> **Task requirements**: Extract, without alteration, each line from the start of the listing to the line bearing "position:relative; flex:1; overflow:hidden".

> **Data provided**:

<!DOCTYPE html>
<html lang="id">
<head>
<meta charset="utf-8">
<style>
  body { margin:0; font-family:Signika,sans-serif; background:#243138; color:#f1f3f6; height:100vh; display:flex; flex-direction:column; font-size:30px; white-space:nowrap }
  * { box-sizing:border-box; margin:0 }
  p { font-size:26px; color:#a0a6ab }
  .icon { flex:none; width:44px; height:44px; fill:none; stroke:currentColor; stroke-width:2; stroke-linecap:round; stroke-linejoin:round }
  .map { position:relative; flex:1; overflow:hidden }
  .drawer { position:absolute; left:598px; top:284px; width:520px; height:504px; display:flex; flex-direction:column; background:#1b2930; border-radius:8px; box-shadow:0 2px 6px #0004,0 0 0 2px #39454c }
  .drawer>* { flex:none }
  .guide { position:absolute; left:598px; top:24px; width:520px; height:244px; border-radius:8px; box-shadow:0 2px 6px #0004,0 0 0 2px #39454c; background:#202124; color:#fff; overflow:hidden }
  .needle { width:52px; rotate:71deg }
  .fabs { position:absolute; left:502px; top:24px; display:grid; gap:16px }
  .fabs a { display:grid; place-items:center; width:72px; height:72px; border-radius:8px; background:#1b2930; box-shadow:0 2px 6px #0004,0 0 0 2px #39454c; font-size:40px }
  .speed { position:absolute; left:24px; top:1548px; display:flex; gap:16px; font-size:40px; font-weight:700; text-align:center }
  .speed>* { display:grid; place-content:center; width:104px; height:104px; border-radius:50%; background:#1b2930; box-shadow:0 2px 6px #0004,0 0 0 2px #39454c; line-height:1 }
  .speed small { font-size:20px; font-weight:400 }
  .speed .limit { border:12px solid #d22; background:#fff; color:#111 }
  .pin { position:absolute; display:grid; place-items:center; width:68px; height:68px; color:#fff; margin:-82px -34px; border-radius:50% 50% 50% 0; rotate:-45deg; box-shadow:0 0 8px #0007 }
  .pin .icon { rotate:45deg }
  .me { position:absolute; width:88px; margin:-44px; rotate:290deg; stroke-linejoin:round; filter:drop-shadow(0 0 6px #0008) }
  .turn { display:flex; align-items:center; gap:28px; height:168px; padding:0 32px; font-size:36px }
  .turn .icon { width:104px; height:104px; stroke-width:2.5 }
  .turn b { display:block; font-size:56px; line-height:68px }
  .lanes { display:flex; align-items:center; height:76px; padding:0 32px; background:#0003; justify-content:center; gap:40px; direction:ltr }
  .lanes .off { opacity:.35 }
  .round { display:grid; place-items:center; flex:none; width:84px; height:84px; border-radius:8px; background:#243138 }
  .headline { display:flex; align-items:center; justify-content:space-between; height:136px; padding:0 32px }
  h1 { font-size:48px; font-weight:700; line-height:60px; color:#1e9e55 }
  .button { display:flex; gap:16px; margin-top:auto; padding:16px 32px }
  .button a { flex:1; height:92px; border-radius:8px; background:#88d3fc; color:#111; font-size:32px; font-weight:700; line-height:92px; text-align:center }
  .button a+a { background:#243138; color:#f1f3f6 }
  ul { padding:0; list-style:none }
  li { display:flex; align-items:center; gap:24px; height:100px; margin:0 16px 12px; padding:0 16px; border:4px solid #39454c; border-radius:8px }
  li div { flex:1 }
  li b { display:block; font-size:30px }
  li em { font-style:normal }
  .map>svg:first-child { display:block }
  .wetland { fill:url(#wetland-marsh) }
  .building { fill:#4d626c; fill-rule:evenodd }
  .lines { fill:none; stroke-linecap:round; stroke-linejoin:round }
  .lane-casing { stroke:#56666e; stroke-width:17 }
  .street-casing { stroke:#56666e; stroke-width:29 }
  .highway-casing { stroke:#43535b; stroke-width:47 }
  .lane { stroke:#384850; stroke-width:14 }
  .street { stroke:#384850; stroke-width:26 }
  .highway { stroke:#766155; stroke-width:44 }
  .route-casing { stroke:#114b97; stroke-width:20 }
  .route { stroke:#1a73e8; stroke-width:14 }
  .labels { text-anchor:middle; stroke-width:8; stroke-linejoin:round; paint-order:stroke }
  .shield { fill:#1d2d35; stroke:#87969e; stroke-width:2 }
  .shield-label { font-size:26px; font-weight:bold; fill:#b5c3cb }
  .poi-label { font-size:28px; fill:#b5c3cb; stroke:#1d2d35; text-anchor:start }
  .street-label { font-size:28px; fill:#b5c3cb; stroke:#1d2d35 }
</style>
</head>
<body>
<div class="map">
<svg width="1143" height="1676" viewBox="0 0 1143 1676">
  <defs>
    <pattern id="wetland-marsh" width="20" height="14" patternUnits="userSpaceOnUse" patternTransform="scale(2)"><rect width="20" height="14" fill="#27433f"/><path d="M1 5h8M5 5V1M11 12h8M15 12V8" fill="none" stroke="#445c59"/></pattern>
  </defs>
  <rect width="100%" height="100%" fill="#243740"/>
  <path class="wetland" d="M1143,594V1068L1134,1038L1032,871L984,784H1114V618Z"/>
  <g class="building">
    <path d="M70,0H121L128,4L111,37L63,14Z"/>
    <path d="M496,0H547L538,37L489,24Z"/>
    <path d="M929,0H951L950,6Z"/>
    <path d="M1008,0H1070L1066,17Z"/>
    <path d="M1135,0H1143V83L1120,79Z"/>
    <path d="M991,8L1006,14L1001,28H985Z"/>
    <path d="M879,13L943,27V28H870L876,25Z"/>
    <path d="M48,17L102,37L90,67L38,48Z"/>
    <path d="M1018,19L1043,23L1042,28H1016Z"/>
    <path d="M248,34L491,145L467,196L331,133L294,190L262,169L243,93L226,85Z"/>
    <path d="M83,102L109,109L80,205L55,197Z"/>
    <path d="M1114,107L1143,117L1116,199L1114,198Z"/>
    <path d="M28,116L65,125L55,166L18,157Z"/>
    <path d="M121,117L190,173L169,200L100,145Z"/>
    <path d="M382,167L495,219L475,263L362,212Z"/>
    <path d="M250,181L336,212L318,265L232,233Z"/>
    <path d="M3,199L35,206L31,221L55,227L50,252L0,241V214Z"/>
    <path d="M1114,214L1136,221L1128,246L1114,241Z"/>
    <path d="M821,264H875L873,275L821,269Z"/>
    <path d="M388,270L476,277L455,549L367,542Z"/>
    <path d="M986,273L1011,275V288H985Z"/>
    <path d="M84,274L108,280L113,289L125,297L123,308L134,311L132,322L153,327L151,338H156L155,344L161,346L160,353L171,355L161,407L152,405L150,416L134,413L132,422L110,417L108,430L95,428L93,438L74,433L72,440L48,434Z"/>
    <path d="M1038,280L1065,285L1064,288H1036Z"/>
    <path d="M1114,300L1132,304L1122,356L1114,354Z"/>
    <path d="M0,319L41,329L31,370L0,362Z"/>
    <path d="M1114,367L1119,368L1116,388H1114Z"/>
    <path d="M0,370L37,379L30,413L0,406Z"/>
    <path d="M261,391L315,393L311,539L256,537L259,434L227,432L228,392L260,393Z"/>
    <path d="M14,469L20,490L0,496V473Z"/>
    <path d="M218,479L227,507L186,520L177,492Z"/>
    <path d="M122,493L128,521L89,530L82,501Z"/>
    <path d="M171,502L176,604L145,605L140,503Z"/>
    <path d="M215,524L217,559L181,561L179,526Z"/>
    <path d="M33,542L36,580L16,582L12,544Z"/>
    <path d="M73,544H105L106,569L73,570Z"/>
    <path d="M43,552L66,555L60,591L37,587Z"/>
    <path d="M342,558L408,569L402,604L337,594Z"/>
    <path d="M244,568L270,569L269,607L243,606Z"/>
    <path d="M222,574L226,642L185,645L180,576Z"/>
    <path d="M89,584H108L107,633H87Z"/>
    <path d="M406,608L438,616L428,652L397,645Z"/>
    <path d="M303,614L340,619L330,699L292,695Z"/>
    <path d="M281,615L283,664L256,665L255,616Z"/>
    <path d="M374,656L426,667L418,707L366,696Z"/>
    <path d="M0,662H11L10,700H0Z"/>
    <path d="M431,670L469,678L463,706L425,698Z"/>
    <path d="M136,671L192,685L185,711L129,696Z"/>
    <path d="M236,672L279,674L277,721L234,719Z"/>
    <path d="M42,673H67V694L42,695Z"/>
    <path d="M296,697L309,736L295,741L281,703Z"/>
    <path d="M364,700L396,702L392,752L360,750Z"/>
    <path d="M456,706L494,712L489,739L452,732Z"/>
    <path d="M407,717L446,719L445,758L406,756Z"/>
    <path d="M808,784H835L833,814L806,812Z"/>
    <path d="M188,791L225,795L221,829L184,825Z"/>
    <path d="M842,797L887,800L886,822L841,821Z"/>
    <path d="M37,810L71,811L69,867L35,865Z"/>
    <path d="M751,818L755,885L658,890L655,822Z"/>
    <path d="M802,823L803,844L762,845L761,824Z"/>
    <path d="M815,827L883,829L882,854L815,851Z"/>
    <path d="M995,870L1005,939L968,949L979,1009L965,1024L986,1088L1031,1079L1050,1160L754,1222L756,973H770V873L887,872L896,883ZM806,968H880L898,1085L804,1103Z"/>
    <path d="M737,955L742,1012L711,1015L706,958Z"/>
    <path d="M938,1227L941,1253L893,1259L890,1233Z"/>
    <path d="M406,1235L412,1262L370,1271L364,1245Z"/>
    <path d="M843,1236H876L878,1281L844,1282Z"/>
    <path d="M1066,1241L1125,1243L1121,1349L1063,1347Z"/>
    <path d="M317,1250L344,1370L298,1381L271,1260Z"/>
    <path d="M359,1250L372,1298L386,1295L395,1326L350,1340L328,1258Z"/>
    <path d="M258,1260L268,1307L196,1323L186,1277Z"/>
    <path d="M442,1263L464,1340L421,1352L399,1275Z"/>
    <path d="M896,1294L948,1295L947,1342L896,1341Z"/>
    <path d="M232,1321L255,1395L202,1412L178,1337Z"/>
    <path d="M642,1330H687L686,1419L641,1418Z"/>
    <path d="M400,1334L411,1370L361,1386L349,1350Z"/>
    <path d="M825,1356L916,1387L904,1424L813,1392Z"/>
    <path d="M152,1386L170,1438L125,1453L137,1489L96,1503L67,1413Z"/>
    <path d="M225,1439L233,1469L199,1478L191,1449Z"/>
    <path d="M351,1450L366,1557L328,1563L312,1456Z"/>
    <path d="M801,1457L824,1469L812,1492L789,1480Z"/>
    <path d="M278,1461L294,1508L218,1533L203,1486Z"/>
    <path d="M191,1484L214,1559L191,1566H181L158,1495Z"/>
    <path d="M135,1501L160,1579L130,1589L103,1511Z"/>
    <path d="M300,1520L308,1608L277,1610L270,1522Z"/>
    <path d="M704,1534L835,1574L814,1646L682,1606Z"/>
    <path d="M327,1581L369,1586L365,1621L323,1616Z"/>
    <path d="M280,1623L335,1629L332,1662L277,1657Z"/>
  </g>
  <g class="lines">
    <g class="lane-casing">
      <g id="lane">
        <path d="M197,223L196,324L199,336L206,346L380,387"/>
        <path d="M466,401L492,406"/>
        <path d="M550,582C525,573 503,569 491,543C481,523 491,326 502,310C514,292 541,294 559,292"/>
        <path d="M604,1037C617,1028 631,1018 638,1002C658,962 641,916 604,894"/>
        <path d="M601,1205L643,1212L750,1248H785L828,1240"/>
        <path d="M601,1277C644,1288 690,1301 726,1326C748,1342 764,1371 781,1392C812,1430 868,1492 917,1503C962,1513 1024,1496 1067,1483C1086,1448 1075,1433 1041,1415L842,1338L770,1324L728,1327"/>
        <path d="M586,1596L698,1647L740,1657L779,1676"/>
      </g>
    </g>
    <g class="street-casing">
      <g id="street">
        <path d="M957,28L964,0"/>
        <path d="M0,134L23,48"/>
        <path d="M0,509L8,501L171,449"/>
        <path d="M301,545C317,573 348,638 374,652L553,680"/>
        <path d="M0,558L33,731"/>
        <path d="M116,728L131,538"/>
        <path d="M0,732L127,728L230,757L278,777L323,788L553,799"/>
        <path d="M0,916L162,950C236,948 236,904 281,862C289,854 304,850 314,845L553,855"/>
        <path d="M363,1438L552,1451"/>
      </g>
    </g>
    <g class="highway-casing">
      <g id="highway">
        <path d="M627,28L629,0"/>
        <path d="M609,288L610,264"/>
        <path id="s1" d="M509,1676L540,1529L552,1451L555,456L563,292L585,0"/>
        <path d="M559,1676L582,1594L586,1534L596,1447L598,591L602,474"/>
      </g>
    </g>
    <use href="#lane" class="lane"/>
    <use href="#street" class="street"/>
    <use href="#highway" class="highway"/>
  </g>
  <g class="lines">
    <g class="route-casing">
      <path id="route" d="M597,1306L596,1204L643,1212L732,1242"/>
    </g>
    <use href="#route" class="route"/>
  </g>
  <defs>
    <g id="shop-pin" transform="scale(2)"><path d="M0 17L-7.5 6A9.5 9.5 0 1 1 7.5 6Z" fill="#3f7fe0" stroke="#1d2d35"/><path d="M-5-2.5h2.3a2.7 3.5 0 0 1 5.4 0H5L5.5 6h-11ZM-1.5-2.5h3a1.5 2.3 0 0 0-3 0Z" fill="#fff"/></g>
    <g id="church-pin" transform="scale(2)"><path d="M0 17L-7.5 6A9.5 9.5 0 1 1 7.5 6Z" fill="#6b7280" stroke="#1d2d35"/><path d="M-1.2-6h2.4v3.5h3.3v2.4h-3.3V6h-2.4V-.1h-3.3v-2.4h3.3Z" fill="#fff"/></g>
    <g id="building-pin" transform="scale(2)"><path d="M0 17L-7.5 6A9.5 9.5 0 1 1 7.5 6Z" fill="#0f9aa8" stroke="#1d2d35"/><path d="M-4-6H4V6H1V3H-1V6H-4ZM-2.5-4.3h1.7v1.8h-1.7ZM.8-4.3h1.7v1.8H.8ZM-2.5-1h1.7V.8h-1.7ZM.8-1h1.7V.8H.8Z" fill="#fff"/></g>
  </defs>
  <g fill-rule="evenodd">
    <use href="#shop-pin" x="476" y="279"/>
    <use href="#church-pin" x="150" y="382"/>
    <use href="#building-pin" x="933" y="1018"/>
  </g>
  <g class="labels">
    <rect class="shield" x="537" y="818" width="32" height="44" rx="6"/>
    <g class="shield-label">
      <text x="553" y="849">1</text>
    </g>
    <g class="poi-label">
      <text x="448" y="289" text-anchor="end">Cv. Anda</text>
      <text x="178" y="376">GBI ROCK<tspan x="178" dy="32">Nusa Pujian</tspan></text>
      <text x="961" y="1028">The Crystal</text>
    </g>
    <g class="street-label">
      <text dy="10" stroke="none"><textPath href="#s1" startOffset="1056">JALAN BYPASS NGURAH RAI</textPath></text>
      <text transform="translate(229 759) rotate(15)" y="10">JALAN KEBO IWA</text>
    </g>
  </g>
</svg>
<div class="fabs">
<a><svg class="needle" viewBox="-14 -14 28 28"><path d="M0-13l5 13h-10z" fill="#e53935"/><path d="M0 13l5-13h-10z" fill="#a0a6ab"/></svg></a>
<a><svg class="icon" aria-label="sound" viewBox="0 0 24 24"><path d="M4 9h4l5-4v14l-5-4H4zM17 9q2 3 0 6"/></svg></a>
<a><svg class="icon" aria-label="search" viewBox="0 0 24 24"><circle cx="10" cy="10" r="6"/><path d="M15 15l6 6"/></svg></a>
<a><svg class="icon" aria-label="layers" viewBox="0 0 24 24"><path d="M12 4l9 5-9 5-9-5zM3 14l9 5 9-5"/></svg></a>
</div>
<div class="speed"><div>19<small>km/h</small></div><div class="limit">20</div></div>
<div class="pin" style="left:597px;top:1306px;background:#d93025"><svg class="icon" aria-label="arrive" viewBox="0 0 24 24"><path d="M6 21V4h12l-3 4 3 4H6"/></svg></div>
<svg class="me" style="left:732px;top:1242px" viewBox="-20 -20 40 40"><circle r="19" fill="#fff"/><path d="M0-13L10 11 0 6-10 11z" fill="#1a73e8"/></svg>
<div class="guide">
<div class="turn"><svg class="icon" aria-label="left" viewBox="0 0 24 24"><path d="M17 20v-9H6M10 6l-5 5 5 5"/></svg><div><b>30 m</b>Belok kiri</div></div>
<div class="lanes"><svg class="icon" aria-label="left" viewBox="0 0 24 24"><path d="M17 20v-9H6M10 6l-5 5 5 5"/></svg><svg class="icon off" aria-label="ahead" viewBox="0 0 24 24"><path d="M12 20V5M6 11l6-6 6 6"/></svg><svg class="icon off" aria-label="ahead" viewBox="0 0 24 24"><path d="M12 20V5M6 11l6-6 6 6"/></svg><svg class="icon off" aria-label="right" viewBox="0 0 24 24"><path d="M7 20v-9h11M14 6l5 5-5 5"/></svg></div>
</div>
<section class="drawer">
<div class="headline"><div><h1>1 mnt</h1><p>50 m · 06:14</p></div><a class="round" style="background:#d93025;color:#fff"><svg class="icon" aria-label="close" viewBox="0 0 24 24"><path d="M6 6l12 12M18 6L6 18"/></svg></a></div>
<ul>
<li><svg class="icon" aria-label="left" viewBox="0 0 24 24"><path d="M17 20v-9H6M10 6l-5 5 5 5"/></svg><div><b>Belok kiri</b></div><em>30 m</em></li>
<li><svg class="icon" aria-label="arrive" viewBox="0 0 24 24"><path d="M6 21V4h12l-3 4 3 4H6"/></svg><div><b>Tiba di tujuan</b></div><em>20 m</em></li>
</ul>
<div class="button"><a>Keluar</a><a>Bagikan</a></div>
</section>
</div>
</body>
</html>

> **Reply to the exercise**:
<!DOCTYPE html>
<html lang="id">
<head>
<meta charset="utf-8">
<style>
  body { margin:0; font-family:Signika,sans-serif; background:#243138; color:#f1f3f6; height:100vh; display:flex; flex-direction:column; font-size:30px; white-space:nowrap }
  * { box-sizing:border-box; margin:0 }
  p { font-size:26px; color:#a0a6ab }
  .icon { flex:none; width:44px; height:44px; fill:none; stroke:currentColor; stroke-width:2; stroke-linecap:round; stroke-linejoin:round }
  .map { position:relative; flex:1; overflow:hidden }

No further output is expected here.